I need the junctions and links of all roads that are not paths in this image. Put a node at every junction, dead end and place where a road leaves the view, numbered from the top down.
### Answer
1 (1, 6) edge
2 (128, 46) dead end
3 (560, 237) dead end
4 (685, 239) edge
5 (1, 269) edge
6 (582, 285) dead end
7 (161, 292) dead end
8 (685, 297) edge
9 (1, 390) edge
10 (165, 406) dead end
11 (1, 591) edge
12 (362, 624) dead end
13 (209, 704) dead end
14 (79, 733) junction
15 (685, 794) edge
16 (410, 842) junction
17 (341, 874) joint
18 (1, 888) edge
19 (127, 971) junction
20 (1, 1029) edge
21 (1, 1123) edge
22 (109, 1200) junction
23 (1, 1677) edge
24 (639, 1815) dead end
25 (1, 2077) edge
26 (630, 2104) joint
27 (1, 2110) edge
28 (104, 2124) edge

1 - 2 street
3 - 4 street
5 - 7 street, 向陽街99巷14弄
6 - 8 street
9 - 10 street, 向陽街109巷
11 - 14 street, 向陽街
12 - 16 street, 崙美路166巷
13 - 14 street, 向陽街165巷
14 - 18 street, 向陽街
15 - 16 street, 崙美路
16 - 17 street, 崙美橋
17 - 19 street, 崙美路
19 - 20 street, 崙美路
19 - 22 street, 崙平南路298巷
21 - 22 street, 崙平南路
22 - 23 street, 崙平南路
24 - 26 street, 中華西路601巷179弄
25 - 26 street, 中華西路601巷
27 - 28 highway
++++
_WHAT YOU ARE ASKED TO DO_
Among the lines of the records above, count those holding the string "junction", and report only the number.

_ANSWER BOX_
5